Результаты очевидны: вместо станка заговорил целый строй машинок, и страна все равно получает запретные речи, которые правительственная почта приносит в любой город. Приносит в одном-двух экземплярах, а через неделю их уже тысячи! Списки ходят по рукам, из дома в дом, проникают в деревню, читаются нарасхват и... порой извращаются в смысле самом нежелательном, как для Председателя Государственной Думы, так и для администрации...

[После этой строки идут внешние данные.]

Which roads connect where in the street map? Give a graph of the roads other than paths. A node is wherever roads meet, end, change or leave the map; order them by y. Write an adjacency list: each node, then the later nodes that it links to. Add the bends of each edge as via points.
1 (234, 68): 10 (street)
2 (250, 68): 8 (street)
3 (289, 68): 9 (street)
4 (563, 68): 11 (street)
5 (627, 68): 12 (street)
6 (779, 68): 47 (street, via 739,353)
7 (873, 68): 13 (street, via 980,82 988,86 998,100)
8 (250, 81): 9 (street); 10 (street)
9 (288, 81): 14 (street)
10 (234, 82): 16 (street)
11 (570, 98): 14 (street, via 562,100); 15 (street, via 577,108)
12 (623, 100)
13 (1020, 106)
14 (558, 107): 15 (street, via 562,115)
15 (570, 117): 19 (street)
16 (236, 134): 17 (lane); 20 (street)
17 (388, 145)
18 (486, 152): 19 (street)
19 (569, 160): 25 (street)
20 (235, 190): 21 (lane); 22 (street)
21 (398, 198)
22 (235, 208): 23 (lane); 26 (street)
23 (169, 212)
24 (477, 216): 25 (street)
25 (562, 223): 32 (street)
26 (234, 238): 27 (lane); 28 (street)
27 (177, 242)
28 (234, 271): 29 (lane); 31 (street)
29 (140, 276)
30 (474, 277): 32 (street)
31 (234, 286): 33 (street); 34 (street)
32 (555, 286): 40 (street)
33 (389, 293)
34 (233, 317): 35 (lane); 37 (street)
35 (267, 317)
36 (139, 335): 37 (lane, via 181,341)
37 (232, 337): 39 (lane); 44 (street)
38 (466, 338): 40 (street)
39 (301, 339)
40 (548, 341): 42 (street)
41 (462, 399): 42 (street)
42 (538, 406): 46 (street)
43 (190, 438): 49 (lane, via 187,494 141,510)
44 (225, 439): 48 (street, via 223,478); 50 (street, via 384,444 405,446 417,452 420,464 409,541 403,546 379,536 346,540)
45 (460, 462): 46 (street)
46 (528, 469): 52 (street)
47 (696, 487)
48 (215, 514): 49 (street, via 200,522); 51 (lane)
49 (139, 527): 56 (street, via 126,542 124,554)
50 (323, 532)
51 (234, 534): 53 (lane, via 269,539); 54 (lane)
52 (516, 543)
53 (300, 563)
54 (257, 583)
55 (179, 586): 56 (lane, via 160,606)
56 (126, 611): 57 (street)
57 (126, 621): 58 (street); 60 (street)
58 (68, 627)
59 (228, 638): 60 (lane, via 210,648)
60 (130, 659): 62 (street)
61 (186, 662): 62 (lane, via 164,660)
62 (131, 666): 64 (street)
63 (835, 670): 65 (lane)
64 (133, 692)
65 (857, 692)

А суд?... Интересно, в самом деле, что сказал бы саратовский суд, если бы перед ним предстал изловленный полицией обыватель, повинный в "малодушном" распространении речей? Но что бы ни сказал саратовский суд, — смысл явления ясен для всех, имеющих очи, чтобы видеть.

Правительство долгое время применяло неразумные репрессии, когда имело к тому и формально-"законную", фактическую возможность. Это вызывало и накопляло в обществе раздражение и гнев. Теперь оно пытается сделать то же, но уже без фактической возможности осуществления. Это раздражает еще больше, раздражает даже без ближайших последствий.

Нет сомнения, что это неразумно, опасно и недействительно... В этом слышится зловещий голос так часто повторяющейся истории...


Впервые опубликовано: Русские Ведомости. 1916. № 289. 13 декабря.

Короленко Владимир Галактионович (1853-1921) русский писатель украинско-польского происхождения, журналист, публицист, общественный деятель, почётный академик Императорской Академии наук по разряду изящной словесности (1900-1902).